In a matter of seconds the young programmer had the screen displaying the intercept point of the five blue lines.
"Whitehorse Cabin?" Dr. Kimberly Wildman blinked in confusion, knowing that name meant something to her for some reason that she couldn't quite remember.
"Isn't that where the Fish and Wildlife Service had that raid?"
"That's right, it is. Wildman nodded, feeling an odd sense of being let down by the discovery. "Which means those signs are probably some sort of crime scene markers."
"Oh." Like her boss, the young computer programmer seemed disappointed that the solution was so—what?—mundane? Trivial?
"You think we ought to let them know that one of their markers almost got somebody hurt?" she asked after a moment.
"Yes, we should," Wildman answered, starting to feel the fatigue creeping back into her body, now that they had the problem solved.
"Want me to see if I can find out who the investigator was on that case, and send him an E-mail message, asking him to contact you?"
"That would be a wonderful idea, but let's do it tomorrow," the group leader said, smiling tiredly. "It's been a very long day."
At six-thirty that Wednesday evening exhausted fire crews were still wandering through the burn area, making sure that all the smoldering areas were safely contained and simply consuming the remainder of their fuel. As they did so, one of the men called out:
"Hey, Chief, come here, look what I found!"
Moments later the fire crew chief stood there and stared for a long moment before he whispered: "What the
hell?"
As the other crew members gathered around, one of them turned to the others and said: 'You know, something tells me it's a good thing tomorrow's our day off."
Chapter Eleven
"Would you state your name please, and spell it for the record?"
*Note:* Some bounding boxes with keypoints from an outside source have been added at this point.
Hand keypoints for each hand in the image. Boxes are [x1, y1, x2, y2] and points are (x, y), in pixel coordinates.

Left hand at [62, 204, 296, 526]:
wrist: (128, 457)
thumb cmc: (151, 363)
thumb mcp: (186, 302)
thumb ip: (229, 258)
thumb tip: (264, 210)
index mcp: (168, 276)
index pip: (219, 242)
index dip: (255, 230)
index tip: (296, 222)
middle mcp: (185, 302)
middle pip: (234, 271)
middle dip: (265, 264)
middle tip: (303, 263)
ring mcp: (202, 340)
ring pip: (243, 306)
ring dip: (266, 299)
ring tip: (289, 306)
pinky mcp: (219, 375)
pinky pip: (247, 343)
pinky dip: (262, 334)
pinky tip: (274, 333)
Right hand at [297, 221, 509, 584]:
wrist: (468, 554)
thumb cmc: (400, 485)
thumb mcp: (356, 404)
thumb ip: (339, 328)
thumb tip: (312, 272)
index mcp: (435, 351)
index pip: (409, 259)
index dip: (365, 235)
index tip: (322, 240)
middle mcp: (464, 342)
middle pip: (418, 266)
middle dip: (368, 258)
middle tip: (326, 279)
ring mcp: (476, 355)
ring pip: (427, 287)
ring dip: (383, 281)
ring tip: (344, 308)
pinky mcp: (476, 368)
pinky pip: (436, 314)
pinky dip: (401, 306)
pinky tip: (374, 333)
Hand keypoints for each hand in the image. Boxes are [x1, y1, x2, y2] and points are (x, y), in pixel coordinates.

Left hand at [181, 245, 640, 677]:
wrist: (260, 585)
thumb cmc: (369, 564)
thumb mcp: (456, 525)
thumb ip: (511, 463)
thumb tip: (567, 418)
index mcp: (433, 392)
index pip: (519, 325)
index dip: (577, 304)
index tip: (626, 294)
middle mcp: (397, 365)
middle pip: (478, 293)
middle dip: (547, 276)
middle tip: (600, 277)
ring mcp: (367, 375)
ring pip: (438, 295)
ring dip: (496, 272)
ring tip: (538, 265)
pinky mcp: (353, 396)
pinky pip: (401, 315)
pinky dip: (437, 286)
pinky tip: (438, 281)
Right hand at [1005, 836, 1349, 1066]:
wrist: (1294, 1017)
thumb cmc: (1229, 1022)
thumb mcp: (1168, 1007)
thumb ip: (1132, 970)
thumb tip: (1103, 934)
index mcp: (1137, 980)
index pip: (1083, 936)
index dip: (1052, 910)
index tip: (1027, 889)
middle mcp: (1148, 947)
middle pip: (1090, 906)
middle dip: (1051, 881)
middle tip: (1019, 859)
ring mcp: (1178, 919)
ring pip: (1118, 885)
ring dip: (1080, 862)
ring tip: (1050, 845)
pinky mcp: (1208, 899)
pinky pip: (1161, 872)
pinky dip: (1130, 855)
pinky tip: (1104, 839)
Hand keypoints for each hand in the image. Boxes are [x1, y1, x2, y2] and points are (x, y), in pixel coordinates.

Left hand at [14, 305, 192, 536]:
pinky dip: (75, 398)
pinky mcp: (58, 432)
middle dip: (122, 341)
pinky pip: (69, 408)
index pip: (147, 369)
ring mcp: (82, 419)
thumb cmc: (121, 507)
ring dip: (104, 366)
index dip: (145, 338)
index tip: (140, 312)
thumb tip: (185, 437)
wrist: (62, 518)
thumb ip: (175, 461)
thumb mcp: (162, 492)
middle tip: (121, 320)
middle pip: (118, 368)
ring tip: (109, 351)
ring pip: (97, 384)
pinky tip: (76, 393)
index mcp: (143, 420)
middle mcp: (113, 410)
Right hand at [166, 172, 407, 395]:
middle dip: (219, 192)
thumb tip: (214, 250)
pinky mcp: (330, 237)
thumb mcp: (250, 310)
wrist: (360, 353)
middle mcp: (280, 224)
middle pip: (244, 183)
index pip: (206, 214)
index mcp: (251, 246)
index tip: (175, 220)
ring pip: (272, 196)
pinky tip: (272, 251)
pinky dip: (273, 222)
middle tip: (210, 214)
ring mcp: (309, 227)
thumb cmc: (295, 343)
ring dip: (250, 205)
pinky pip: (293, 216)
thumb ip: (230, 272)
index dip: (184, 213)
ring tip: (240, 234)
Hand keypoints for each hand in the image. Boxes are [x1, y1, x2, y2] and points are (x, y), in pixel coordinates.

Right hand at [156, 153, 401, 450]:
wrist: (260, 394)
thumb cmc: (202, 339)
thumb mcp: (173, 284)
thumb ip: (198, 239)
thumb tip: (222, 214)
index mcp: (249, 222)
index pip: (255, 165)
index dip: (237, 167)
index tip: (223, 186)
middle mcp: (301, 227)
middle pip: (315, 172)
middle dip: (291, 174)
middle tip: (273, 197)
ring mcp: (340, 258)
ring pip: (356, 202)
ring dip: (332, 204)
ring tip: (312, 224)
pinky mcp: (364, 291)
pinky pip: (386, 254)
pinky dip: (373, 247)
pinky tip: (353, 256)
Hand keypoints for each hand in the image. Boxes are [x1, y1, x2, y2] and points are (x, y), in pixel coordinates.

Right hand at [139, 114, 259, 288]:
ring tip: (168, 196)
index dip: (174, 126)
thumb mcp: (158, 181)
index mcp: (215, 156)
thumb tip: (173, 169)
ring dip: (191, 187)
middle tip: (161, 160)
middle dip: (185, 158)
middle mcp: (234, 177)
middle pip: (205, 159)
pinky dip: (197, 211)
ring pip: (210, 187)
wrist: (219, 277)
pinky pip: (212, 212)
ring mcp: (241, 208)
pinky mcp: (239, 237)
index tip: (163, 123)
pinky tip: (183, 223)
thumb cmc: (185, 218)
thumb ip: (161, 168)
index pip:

"Henry Lightstone. L-I-G-H-T-S-T-O-N-E."
"And by whom are you employed, Mr. Lightstone?"
"The Division of Law Enforcement, United States Fish and Wildlife Service."
"And during the following time periods"—Deputy United States Attorney Theresa Fletcher looked down at a list she held in her hand, and then read off a series of "from-to" dates—"in what manner were you employed with the Division of Law Enforcement?"
"As a special agent assigned to Bravo Team, Special Operations Branch."
"Basically as what you would term an undercover agent or undercover operator?"